Dataset entries
▽

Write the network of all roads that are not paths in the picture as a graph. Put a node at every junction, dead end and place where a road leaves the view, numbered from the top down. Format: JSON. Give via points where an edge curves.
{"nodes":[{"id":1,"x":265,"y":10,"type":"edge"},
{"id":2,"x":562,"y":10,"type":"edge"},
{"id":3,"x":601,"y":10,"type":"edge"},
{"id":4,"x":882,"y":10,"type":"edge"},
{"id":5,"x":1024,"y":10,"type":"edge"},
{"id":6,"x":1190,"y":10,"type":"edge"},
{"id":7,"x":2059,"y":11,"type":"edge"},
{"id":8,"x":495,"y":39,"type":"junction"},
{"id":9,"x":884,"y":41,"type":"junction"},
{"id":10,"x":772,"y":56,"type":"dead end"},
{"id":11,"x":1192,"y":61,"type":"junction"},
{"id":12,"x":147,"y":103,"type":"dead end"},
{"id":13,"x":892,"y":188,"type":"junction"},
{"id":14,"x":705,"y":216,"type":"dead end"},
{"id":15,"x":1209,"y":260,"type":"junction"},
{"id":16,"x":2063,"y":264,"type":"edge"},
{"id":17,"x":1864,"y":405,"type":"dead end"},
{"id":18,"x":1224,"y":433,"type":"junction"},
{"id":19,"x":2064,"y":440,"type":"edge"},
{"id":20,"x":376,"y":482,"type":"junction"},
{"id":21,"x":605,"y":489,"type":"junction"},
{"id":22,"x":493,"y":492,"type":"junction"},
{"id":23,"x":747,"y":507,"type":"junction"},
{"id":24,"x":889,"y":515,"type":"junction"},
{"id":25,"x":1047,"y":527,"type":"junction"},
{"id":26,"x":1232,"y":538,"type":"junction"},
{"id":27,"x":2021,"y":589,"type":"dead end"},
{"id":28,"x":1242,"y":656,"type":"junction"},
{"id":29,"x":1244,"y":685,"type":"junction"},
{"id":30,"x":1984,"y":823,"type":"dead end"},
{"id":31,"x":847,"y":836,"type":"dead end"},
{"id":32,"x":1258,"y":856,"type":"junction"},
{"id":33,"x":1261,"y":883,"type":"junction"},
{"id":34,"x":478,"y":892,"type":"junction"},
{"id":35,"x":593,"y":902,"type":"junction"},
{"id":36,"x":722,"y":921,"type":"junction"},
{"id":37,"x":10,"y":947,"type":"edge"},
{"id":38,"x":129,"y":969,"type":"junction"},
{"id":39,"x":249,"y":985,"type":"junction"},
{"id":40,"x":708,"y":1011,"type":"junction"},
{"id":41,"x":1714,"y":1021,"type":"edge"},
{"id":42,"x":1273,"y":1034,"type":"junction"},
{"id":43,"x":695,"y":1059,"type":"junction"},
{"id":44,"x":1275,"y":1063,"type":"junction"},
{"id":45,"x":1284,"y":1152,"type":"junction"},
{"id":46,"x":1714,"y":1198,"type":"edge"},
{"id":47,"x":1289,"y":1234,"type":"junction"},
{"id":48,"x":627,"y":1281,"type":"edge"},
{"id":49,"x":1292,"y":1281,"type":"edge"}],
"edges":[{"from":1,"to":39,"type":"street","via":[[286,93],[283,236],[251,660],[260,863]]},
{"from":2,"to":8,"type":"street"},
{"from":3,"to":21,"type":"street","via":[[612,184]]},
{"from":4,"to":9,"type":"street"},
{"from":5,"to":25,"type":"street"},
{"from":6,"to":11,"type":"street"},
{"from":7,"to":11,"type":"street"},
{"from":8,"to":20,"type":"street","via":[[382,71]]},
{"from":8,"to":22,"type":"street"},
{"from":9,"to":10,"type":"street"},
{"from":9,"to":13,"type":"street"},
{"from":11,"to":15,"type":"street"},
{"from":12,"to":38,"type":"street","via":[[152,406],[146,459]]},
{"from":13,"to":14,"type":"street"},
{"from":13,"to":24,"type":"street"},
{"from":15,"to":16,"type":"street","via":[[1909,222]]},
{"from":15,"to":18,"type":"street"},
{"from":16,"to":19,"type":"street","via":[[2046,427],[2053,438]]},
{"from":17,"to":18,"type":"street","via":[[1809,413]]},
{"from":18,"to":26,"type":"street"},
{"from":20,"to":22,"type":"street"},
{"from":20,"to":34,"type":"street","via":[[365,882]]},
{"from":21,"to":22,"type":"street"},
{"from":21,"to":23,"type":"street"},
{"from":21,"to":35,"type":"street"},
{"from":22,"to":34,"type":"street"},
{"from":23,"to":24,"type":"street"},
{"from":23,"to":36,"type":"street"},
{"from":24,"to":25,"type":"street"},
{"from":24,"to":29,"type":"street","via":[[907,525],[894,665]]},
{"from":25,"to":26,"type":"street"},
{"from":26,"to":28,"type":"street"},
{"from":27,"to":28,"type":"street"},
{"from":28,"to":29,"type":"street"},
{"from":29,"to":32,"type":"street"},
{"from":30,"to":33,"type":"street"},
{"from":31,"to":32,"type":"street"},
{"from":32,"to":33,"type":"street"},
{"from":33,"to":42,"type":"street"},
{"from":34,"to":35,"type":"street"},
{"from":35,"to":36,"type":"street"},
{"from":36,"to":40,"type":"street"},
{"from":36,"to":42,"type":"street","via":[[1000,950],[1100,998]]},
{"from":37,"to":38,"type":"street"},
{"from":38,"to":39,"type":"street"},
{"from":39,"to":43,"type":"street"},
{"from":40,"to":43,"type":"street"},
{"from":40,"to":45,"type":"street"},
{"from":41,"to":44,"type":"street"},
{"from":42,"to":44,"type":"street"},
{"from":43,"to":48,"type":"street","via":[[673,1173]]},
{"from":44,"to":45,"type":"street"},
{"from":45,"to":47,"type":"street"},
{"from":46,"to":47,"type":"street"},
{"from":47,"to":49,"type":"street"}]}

△

The records shown earlier should all be returned verbatim.

• _Result of this task_:
Write the network of all roads that are not paths in the picture as a graph. Put a node at every junction, dead end and place where a road leaves the view, numbered from the top down. Format: JSON. Give via points where an edge curves.
{"nodes":[{"id":1,"x":265,"y":10,"type":"edge"},
{"id":2,"x":562,"y":10,"type":"edge"},
{"id":3,"x":601,"y":10,"type":"edge"},
{"id":4,"x":882,"y":10,"type":"edge"},
{"id":5,"x":1024,"y":10,"type":"edge"},
{"id":6,"x":1190,"y":10,"type":"edge"},
{"id":7,"x":2059,"y":11,"type":"edge"},
{"id":8,"x":495,"y":39,"type":"junction"},
{"id":9,"x":884,"y":41,"type":"junction"},
{"id":10,"x":772,"y":56,"type":"dead end"},
{"id":11,"x":1192,"y":61,"type":"junction"},
{"id":12,"x":147,"y":103,"type":"dead end"},
{"id":13,"x":892,"y":188,"type":"junction"},
{"id":14,"x":705,"y":216,"type":"dead end"},
{"id":15,"x":1209,"y":260,"type":"junction"},
{"id":16,"x":2063,"y":264,"type":"edge"},
{"id":17,"x":1864,"y":405,"type":"dead end"},
{"id":18,"x":1224,"y":433,"type":"junction"},
{"id":19,"x":2064,"y":440,"type":"edge"},
{"id":20,"x":376,"y":482,"type":"junction"},
{"id":21,"x":605,"y":489,"type":"junction"},
{"id":22,"x":493,"y":492,"type":"junction"},
{"id":23,"x":747,"y":507,"type":"junction"},
{"id":24,"x":889,"y":515,"type":"junction"},
{"id":25,"x":1047,"y":527,"type":"junction"},
{"id":26,"x":1232,"y":538,"type":"junction"},
{"id":27,"x":2021,"y":589,"type":"dead end"},
{"id":28,"x":1242,"y":656,"type":"junction"},
{"id":29,"x":1244,"y":685,"type":"junction"},
{"id":30,"x":1984,"y":823,"type":"dead end"},
{"id":31,"x":847,"y":836,"type":"dead end"},
{"id":32,"x":1258,"y":856,"type":"junction"},
{"id":33,"x":1261,"y":883,"type":"junction"},
{"id":34,"x":478,"y":892,"type":"junction"},
{"id":35,"x":593,"y":902,"type":"junction"},
{"id":36,"x":722,"y":921,"type":"junction"},
{"id":37,"x":10,"y":947,"type":"edge"},
{"id":38,"x":129,"y":969,"type":"junction"},
{"id":39,"x":249,"y":985,"type":"junction"},
{"id":40,"x":708,"y":1011,"type":"junction"},
{"id":41,"x":1714,"y":1021,"type":"edge"},
{"id":42,"x":1273,"y":1034,"type":"junction"},
{"id":43,"x":695,"y":1059,"type":"junction"},
{"id":44,"x":1275,"y":1063,"type":"junction"},
{"id":45,"x":1284,"y":1152,"type":"junction"},
{"id":46,"x":1714,"y":1198,"type":"edge"},
{"id":47,"x":1289,"y":1234,"type":"junction"},
{"id":48,"x":627,"y":1281,"type":"edge"},
{"id":49,"x":1292,"y":1281,"type":"edge"}],
"edges":[{"from":1,"to":39,"type":"street","via":[[286,93],[283,236],[251,660],[260,863]]},
{"from":2,"to":8,"type":"street"},
{"from":3,"to":21,"type":"street","via":[[612,184]]},
{"from":4,"to":9,"type":"street"},
{"from":5,"to":25,"type":"street"},
{"from":6,"to":11,"type":"street"},
{"from":7,"to":11,"type":"street"},
{"from":8,"to":20,"type":"street","via":[[382,71]]},
{"from":8,"to":22,"type":"street"},
{"from":9,"to":10,"type":"street"},
{"from":9,"to":13,"type":"street"},
{"from":11,"to":15,"type":"street"},
{"from":12,"to":38,"type":"street","via":[[152,406],[146,459]]},
{"from":13,"to":14,"type":"street"},
{"from":13,"to":24,"type":"street"},
{"from":15,"to":16,"type":"street","via":[[1909,222]]},
{"from":15,"to":18,"type":"street"},
{"from":16,"to":19,"type":"street","via":[[2046,427],[2053,438]]},
{"from":17,"to":18,"type":"street","via":[[1809,413]]},
{"from":18,"to":26,"type":"street"},
{"from":20,"to":22,"type":"street"},
{"from":20,"to":34,"type":"street","via":[[365,882]]},
{"from":21,"to":22,"type":"street"},
{"from":21,"to":23,"type":"street"},
{"from":21,"to":35,"type":"street"},
{"from":22,"to":34,"type":"street"},
{"from":23,"to":24,"type":"street"},
{"from":23,"to":36,"type":"street"},
{"from":24,"to":25,"type":"street"},
{"from":24,"to":29,"type":"street","via":[[907,525],[894,665]]},
{"from":25,"to":26,"type":"street"},
{"from":26,"to":28,"type":"street"},
{"from":27,"to":28,"type":"street"},
{"from":28,"to":29,"type":"street"},
{"from":29,"to":32,"type":"street"},
{"from":30,"to":33,"type":"street"},
{"from":31,"to":32,"type":"street"},
{"from":32,"to":33,"type":"street"},
{"from":33,"to":42,"type":"street"},
{"from":34,"to":35,"type":"street"},
{"from":35,"to":36,"type":"street"},
{"from":36,"to":40,"type":"street"},
{"from":36,"to":42,"type":"street","via":[[1000,950],[1100,998]]},
{"from":37,"to":38,"type":"street"},
{"from":38,"to":39,"type":"street"},
{"from":39,"to":43,"type":"street"},
{"from":40,"to":43,"type":"street"},
{"from":40,"to":45,"type":"street"},
{"from":41,"to":44,"type":"street"},
{"from":42,"to":44,"type":"street"},
{"from":43,"to":48,"type":"street","via":[[673,1173]]},
{"from":44,"to":45,"type":"street"},
{"from":45,"to":47,"type":"street"},
{"from":46,"to":47,"type":"street"},
{"from":47,"to":49,"type":"street"}]}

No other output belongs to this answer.